Accessing the Dashboard¶
Navigate to MONITOR > Observability in the sidebar. The dashboard opens with two tabs:
- Orchestrations -- execution metrics, SLA compliance, and trends
- APIs -- per-system API call metrics and SLA table
Orchestrations Tab¶
The Orchestrations tab provides a comprehensive view of your orchestration health.
SLA Banner¶
At the top of the tab, a prominent banner shows your current SLA status:
| Indicator | Meaning |
|---|---|
| Green | SLA is within target (e.g., 99%+ success rate) |
| Amber | SLA is approaching the threshold |
| Red | SLA has been breached |
The banner shows:
- Current SLA percentage (e.g., "99.2% over 7 days")
- Number of successful vs failed executions
- Time since last failure
Execution Charts¶
Below the SLA banner, you will see charts showing:
Executions Over Time¶
A time-series chart showing the number of orchestration executions per hour or per day. Bars are colour-coded:
- Green: Successful executions
- Red: Failed executions
- Amber: Partially successful (some steps failed but the orchestration completed)
Success Rate Trend¶
A line chart showing the success rate percentage over time. This helps you spot gradual degradation before it becomes an SLA breach.
Duration Distribution¶
A histogram showing how long executions take. Use this to identify:
- The typical execution time (the peak of the distribution)
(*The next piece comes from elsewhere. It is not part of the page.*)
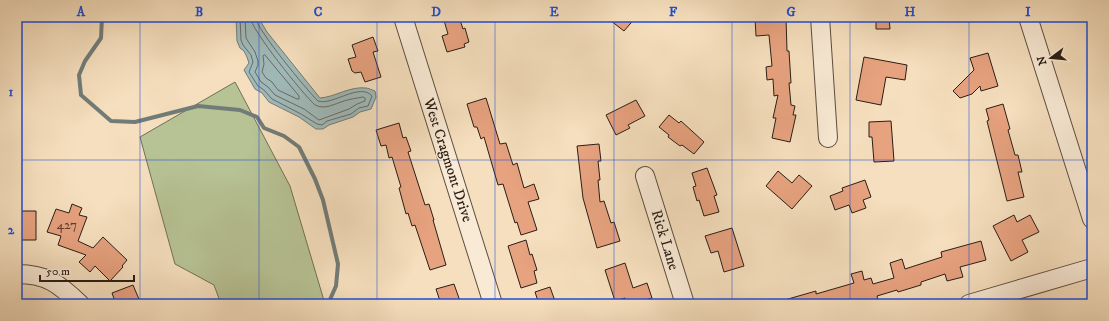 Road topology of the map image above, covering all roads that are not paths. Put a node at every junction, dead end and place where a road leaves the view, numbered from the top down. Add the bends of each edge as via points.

- Outliers (unusually slow executions)
- Whether execution times are increasing over time
Time Range¶
Use the time range selector to view data for:
- Last 24 hours
- Last 7 days
- Last 30 days
- Custom date range
Per-Orchestration Breakdown¶
Scroll down to see a table listing each orchestration with its metrics:
| Column | Description |
|---|---|
| Orchestration | Name of the orchestration |
| Executions | Total number of executions in the selected period |
| Success Rate | Percentage of successful executions |
| Avg Duration | Average execution time in milliseconds |
| Last Run | Timestamp of the most recent execution |
| Status | Current state (Active, Paused, Draft) |
Click any row to drill into that orchestration's execution history.
APIs Tab¶
The APIs tab shows metrics for every external API call DIBOP makes on your behalf.
Per-System SLA Table¶
A table listing each connected system with its API call metrics:
| Column | Description |
|---|---|
| System | The connected system name and icon |
| Calls (7d) | Total API calls in the last 7 days |
| Success Rate | Percentage of calls that returned a successful response (2xx) |
| Avg Duration | Average response time in milliseconds |
| SLA Status | Whether the system meets its SLA target (99% success, configurable latency threshold) |
| Last Call | Timestamp of the most recent API call |
SLA Thresholds
SLA thresholds are configurable per system. The default is 99% success rate and 2000ms average latency. Contact your platform administrator to adjust these thresholds.
Recent Calls¶
Below the SLA table, a live feed of recent API calls shows:
- System name and icon
- HTTP method and endpoint
- Response status code
- Duration
- Timestamp
Click any call to see the full request and response details in the API Call Log.
Alert Indicators¶
If any alert rules have been triggered, alert indicators appear on the dashboard:
- Active alerts are shown as red badges on the affected metrics
- Click an alert badge to see the alert details and history
- Silenced alerts are shown with a muted indicator
See Setting Up Alerts for how to configure alert rules.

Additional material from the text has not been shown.